• Work instructions
Copy out every line of the listing in which "dead" appears.

• Exercise material
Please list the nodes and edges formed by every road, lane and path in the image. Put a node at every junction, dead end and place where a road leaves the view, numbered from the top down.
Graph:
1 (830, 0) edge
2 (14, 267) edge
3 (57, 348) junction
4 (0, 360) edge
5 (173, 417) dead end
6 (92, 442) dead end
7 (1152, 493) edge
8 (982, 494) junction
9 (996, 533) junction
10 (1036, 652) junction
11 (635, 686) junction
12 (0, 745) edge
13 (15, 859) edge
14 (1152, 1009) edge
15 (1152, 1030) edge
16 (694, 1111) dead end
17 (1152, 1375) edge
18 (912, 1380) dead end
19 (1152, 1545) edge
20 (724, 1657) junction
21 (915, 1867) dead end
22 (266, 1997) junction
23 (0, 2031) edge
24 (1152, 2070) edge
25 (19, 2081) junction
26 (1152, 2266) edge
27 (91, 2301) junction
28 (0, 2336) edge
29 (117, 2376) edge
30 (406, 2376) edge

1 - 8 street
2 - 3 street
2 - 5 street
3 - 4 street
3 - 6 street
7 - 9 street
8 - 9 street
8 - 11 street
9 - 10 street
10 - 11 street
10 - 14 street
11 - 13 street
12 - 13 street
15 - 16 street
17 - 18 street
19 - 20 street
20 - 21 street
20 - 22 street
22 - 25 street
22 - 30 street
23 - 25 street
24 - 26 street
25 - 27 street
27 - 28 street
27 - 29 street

• Written answer
Please list the nodes and edges formed by every road, lane and path in the image. Put a node at every junction, dead end and place where a road leaves the view, numbered from the top down.
5 (173, 417) dead end
6 (92, 442) dead end
16 (694, 1111) dead end
18 (912, 1380) dead end
21 (915, 1867) dead end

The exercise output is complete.